Stored data:
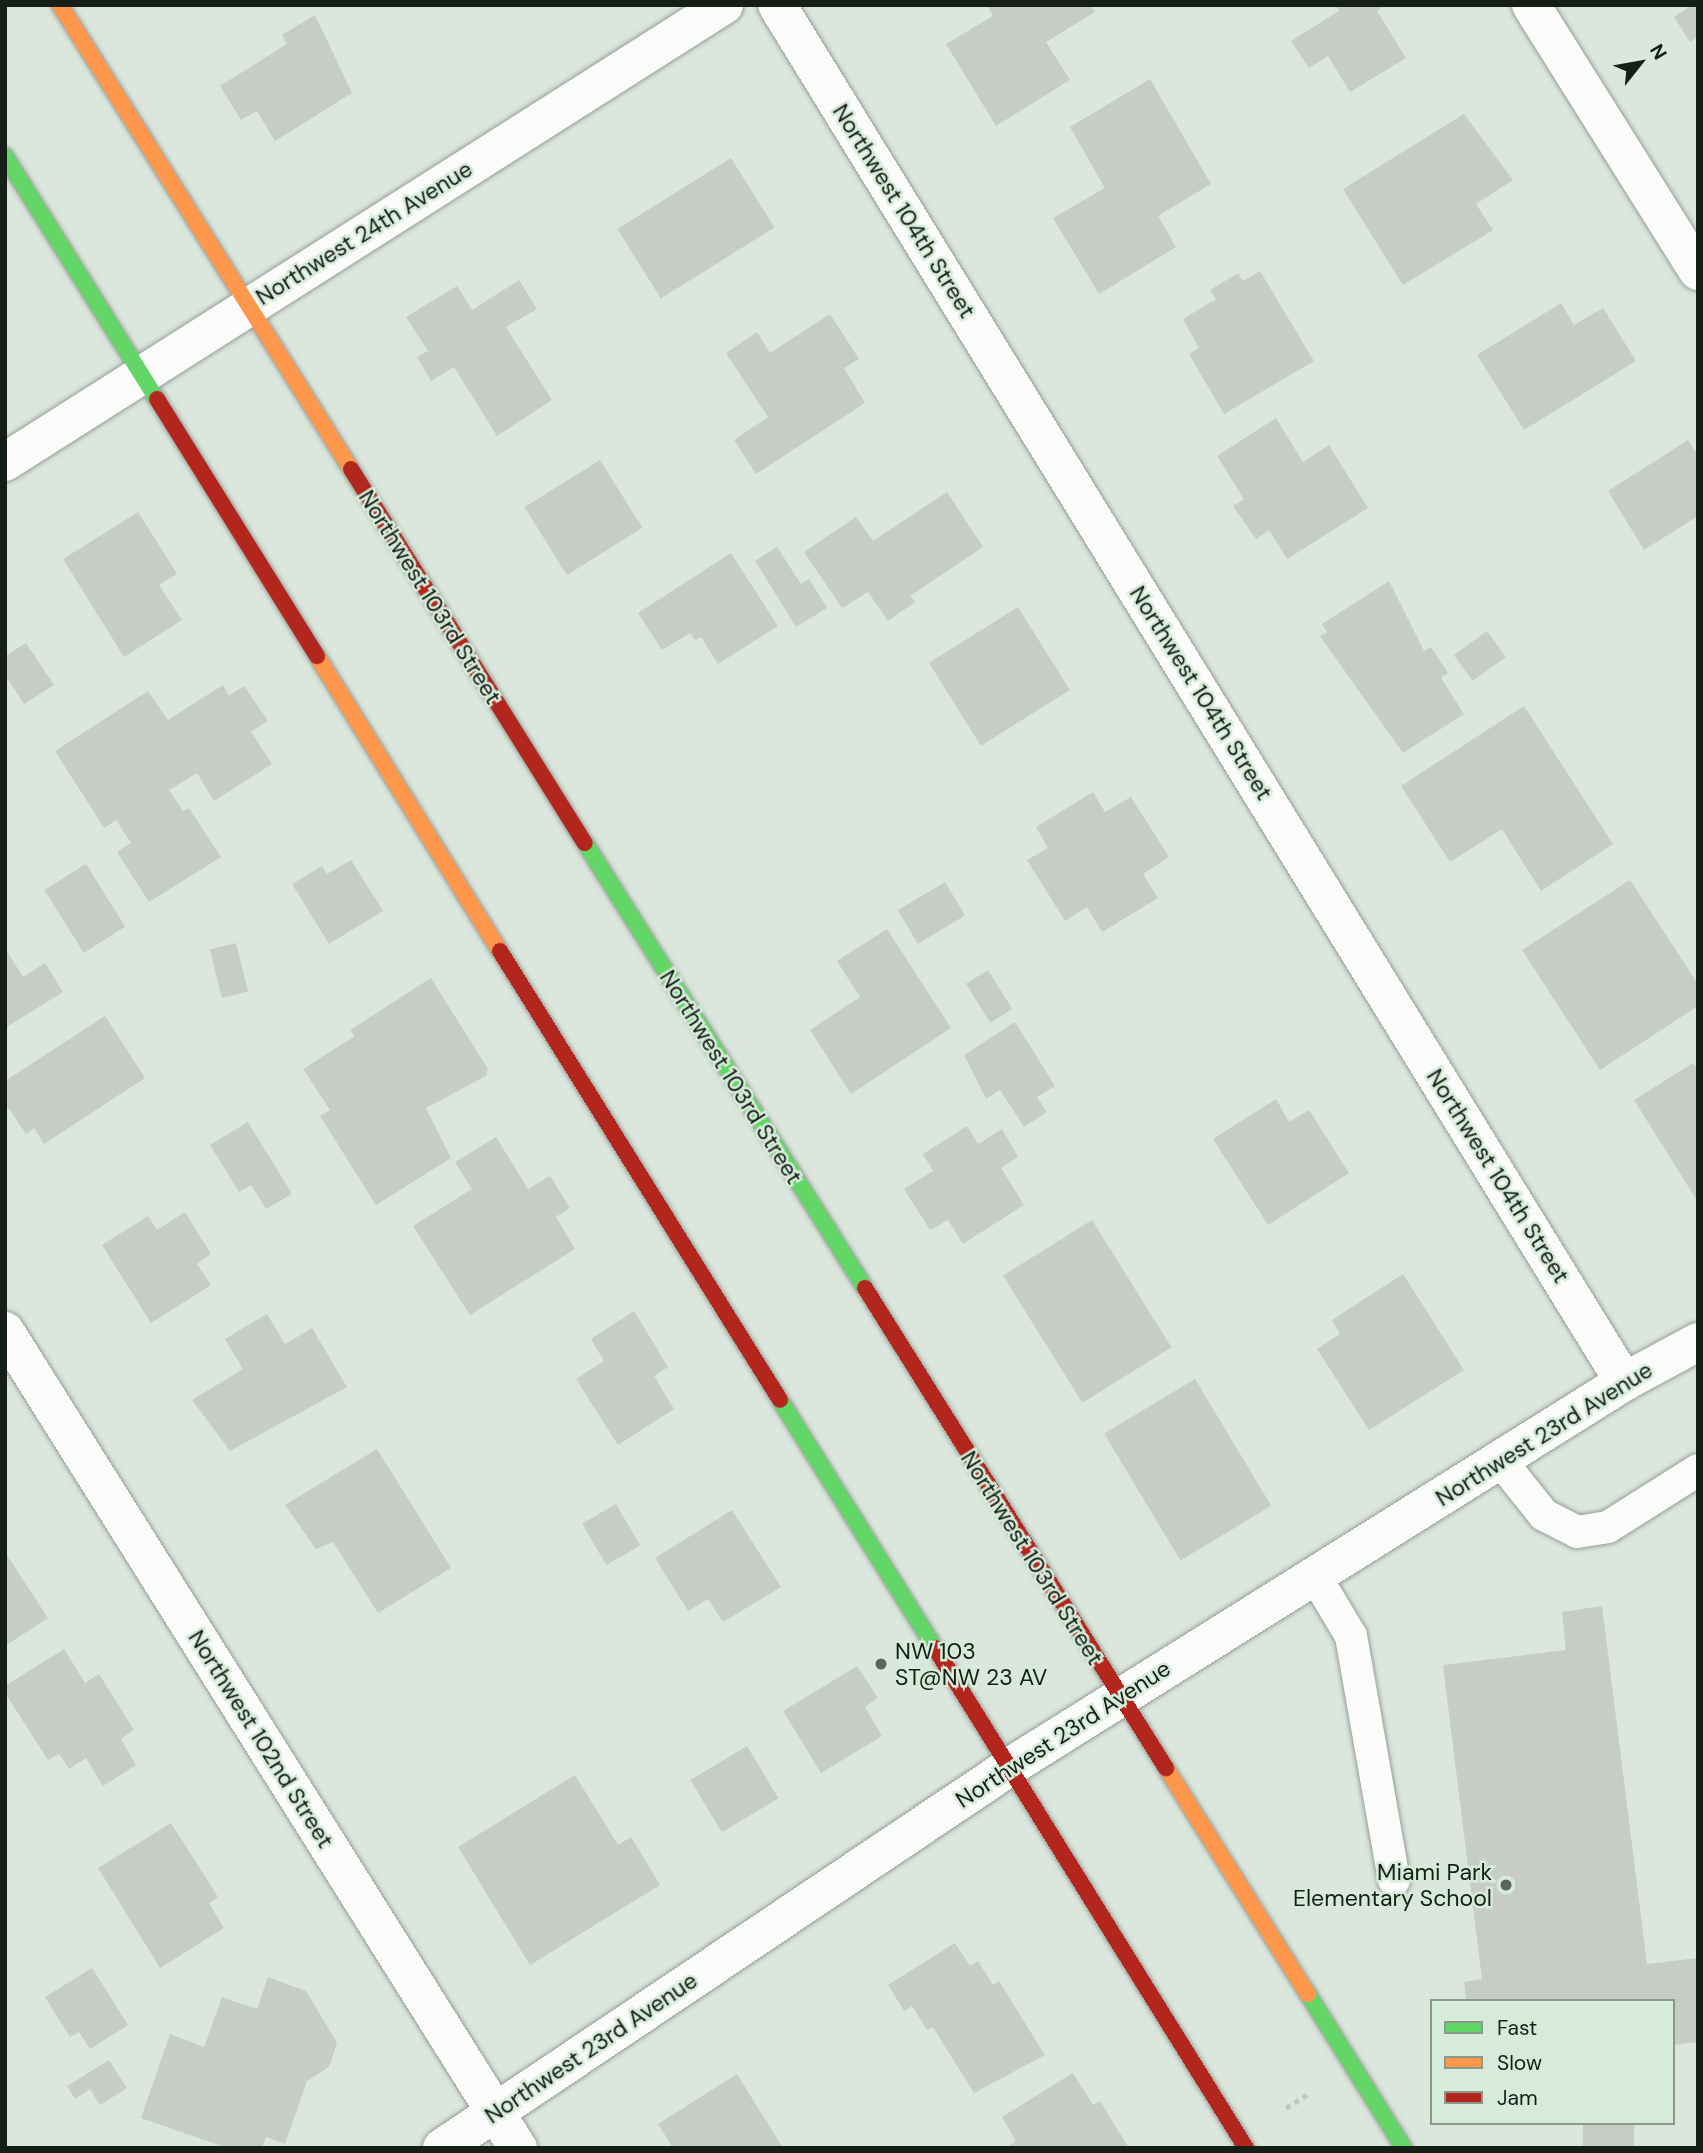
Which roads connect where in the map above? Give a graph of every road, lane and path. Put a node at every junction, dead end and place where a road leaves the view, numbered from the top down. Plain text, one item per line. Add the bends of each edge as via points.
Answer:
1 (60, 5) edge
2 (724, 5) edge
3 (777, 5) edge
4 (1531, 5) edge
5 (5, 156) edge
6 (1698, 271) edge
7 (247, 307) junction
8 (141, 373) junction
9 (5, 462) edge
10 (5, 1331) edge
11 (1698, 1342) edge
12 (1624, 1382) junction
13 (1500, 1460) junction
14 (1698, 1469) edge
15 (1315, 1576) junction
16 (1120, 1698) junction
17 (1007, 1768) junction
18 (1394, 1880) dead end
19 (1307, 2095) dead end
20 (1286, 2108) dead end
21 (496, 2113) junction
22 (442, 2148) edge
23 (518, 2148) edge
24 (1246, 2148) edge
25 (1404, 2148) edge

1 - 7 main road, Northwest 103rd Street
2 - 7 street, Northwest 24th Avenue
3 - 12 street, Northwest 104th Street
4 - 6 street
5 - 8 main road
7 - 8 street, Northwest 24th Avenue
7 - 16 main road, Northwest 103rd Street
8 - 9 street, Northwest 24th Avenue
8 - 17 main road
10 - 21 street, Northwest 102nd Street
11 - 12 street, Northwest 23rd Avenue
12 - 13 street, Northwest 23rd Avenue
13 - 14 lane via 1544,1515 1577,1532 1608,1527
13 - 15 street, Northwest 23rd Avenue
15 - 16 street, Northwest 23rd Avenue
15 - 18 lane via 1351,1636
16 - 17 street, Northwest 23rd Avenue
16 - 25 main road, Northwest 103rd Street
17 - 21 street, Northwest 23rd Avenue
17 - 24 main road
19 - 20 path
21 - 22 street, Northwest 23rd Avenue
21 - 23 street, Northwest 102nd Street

- [TASK OBJECTIVE]: All of the entries above are to be duplicated exactly, with every image left out.

- [WRITTEN RESPONSE]:
Which roads connect where in the map above? Give a graph of every road, lane and path. Put a node at every junction, dead end and place where a road leaves the view, numbered from the top down. Plain text, one item per line. Add the bends of each edge as via points.
Answer:
1 (60, 5) edge
2 (724, 5) edge
3 (777, 5) edge
4 (1531, 5) edge
5 (5, 156) edge
6 (1698, 271) edge
7 (247, 307) junction
8 (141, 373) junction
9 (5, 462) edge
10 (5, 1331) edge
11 (1698, 1342) edge
12 (1624, 1382) junction
13 (1500, 1460) junction
14 (1698, 1469) edge
15 (1315, 1576) junction
16 (1120, 1698) junction
17 (1007, 1768) junction
18 (1394, 1880) dead end
19 (1307, 2095) dead end
20 (1286, 2108) dead end
21 (496, 2113) junction
22 (442, 2148) edge
23 (518, 2148) edge
24 (1246, 2148) edge
25 (1404, 2148) edge

1 - 7 main road, Northwest 103rd Street
2 - 7 street, Northwest 24th Avenue
3 - 12 street, Northwest 104th Street
4 - 6 street
5 - 8 main road
7 - 8 street, Northwest 24th Avenue
7 - 16 main road, Northwest 103rd Street
8 - 9 street, Northwest 24th Avenue
8 - 17 main road
10 - 21 street, Northwest 102nd Street
11 - 12 street, Northwest 23rd Avenue
12 - 13 street, Northwest 23rd Avenue
13 - 14 lane via 1544,1515 1577,1532 1608,1527
13 - 15 street, Northwest 23rd Avenue
15 - 16 street, Northwest 23rd Avenue
15 - 18 lane via 1351,1636
16 - 17 street, Northwest 23rd Avenue
16 - 25 main road, Northwest 103rd Street
17 - 21 street, Northwest 23rd Avenue
17 - 24 main road
19 - 20 path
21 - 22 street, Northwest 23rd Avenue
21 - 23 street, Northwest 102nd Street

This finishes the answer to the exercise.